The new 4Gbps storage expansion unit, the EXP810, is a 16-bay disk enclosure for attachment to DS4000 midrange disk arrays, with up to 4.8TB of capacity per unit, which is more than double the capacity of the existing EXP710 expansion unit. IBM says the EXP810 is designed to accommodate 2Gbps Fibre Channel disk drives, as well as 4Gbps Fibre Channel drives when they become available.
"We are continuing to revise our entire product line to 4Gbps, but we will keep the 2Gbps products alive because there is a subset of users who still need those products," says Harold Pike, IBM's worldwide product marketing manager of midrange disk systems.
Pike believes that there is always a small percentage of the customer base that will not move to the next generation of a given technology until they see large-scale adoption. However, he says it's just a matter of time before 4Gbps is the plumbing of choice for new and existing Fibre Channel implementations.
Pike says the lack of 4Gbps Fibre Channel disk drives is one factor slowing the adoption of end-to-end 4Gbps configurations. "No one is shipping 4Gbps hard disk drives and when they do they will only be 15,000rpm drives. Many people are going to continue to use 10,000rpm 2Gbps drives for some time," he says.
The IBM EXP810 will use existing 2Gbps disk drives until 4Gbps drives become available.
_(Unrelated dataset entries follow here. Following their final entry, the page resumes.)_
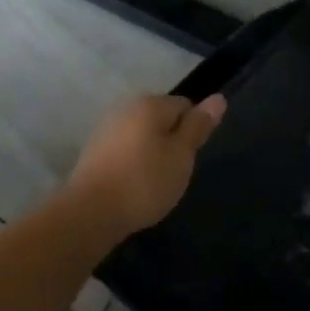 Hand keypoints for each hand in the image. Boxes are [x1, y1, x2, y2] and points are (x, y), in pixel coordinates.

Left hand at [64, 93, 227, 238]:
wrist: (91, 212)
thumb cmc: (144, 182)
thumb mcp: (181, 155)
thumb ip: (198, 126)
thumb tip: (218, 98)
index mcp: (149, 104)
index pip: (184, 105)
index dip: (193, 130)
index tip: (190, 157)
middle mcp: (124, 108)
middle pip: (160, 119)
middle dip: (172, 141)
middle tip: (175, 172)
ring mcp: (105, 129)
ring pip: (141, 135)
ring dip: (152, 153)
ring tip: (154, 182)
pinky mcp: (93, 151)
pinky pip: (124, 150)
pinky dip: (133, 163)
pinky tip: (134, 185) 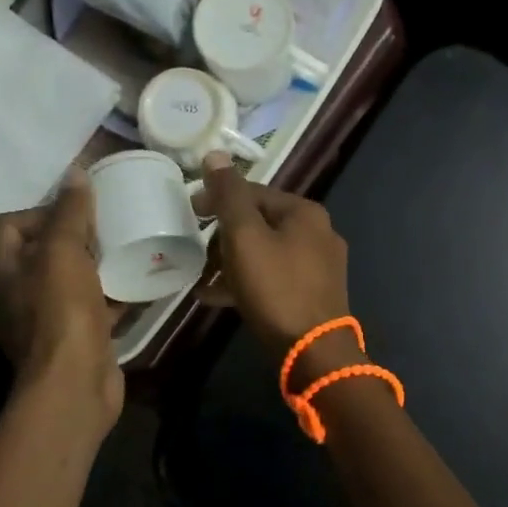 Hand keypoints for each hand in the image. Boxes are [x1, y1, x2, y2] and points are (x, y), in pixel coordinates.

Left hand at [0, 171, 123, 426]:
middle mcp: (13, 293)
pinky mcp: (71, 337)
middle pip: (41, 250)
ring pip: (68, 278)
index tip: (79, 213)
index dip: (42, 210)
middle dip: (74, 236)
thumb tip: (75, 173)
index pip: (10, 223)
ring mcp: (42, 318)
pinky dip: (110, 294)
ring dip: (94, 264)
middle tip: (106, 227)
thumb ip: (69, 212)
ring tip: (124, 248)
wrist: (75, 383)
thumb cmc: (61, 311)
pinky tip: (137, 283)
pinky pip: (90, 305)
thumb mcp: (63, 252)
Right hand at [196, 154, 354, 369]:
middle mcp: (318, 232)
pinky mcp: (313, 294)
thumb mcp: (245, 237)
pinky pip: (273, 278)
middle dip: (223, 236)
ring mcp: (319, 266)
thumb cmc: (276, 288)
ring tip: (202, 278)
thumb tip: (215, 154)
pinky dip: (246, 282)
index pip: (253, 192)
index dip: (217, 199)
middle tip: (195, 251)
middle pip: (259, 223)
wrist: (314, 352)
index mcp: (305, 212)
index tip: (189, 214)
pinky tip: (216, 298)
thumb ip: (229, 195)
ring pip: (265, 252)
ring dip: (231, 262) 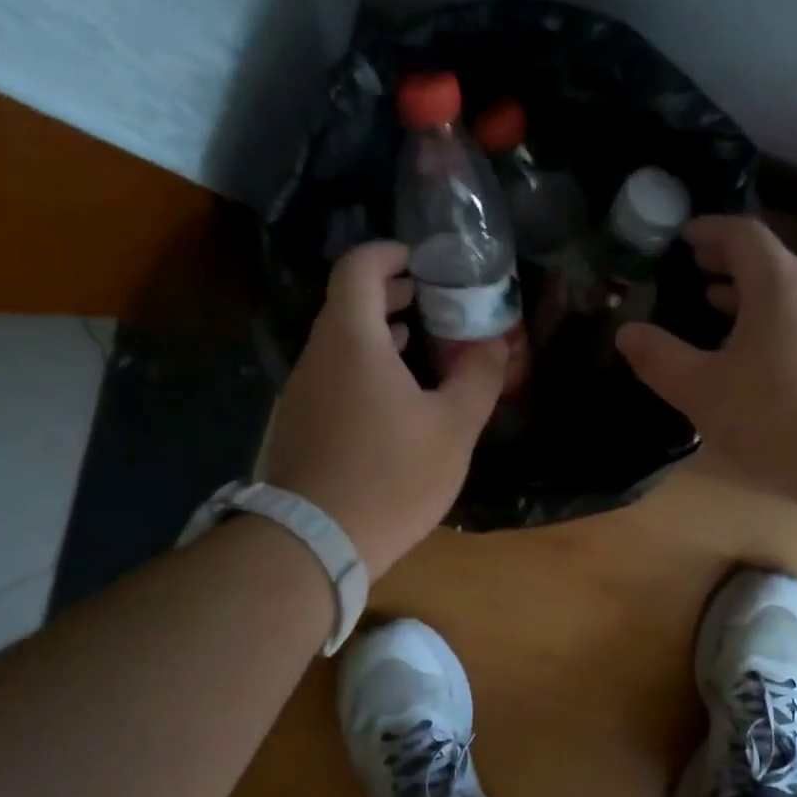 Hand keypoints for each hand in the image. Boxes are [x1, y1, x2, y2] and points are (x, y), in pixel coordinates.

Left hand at [257, 240, 507, 579]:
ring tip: (415, 343)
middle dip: (387, 293)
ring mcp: (301, 392)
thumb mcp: (452, 428)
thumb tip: (498, 345)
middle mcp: (317, 356)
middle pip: (345, 304)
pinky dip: (361, 367)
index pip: (357, 269)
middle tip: (426, 299)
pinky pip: (331, 376)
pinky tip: (390, 399)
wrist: (314, 542)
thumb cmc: (391, 476)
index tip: (420, 260)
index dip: (388, 253)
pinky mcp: (297, 424)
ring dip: (375, 333)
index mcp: (352, 341)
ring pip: (337, 343)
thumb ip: (478, 379)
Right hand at [615, 215, 796, 507]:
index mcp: (776, 288)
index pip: (743, 234)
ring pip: (779, 300)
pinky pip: (791, 330)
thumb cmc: (777, 416)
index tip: (679, 237)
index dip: (709, 230)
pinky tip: (741, 365)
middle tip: (687, 273)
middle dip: (723, 263)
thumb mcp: (703, 390)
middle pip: (764, 263)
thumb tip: (627, 332)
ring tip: (706, 313)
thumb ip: (661, 359)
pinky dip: (760, 329)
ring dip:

Pike expects most users will implement 4Gbps Fibre Channel passively through new product purchases rather than proactively replacing legacy gear, which is in line with the expectations of the industry on the whole.
According to industry research firm TheInfoPro (TIP), 4Gbps Fibre Channel is one of the top technologies in the purchasing plans of storage users, but most users are waiting until it ships with new storage devices rather than swapping out their current Fibre Channel pipes and hardware.
IBM is also piggybacking its hardware enhancements with new business continuity and e-mail archiving options for SMB customers. IBM is shipping an application that automatically provides near-continuous backup of Microsoft Exchange 2003 databases. The new software is called the DS4000 Integrated Backup for Databases (IBD) for Exchange.
IBM has also extended VolumeCopy and a combination of FlashCopy/VolumeCopy capabilities to its entry-level DS4100 storage server. FlashCopy can create an identical copy of disk volumes without interrupting operating system access to the volume, while VolumeCopy allows users to make a full copy of a FlashCopy volume to improve data protection.
IBM rounded out its SMB storage news by officially designating a pair of storage systems for inclusion in Microsoft's Simple SAN initiative.
Microsoft launched its Simple SAN Initiative last year in an effort to work with technology partners to build midrange SAN configurations based on the Windows Storage Server platform by ensuring the Windows platform has built-in support for SANs. Under the program Microsoft provides technical support and "plugfest" assistance to hardware vendors to help simplify the task of setting up a SAN.
The IBM DS4100 and DS4300 will eventually be part of an "out-of-the-box" SAN configuration based on development work under the Simple SAN initiative, according to IBM's Pike.
The IBM System Storage DS4000 EXP810 will be available on April 28, with a starting price of $6,000. Disaster-recovery and business continuity features, including IBD for Exchange, VolumeCopy, and a combination of FlashCopy/VolumeCopy, will be available on March 17, with prices starting at $4,800 for entry-level storage servers.
DS4100 and DS4300 SAN Kits for the DS4000 storage systems are available now and are priced from about $6,500.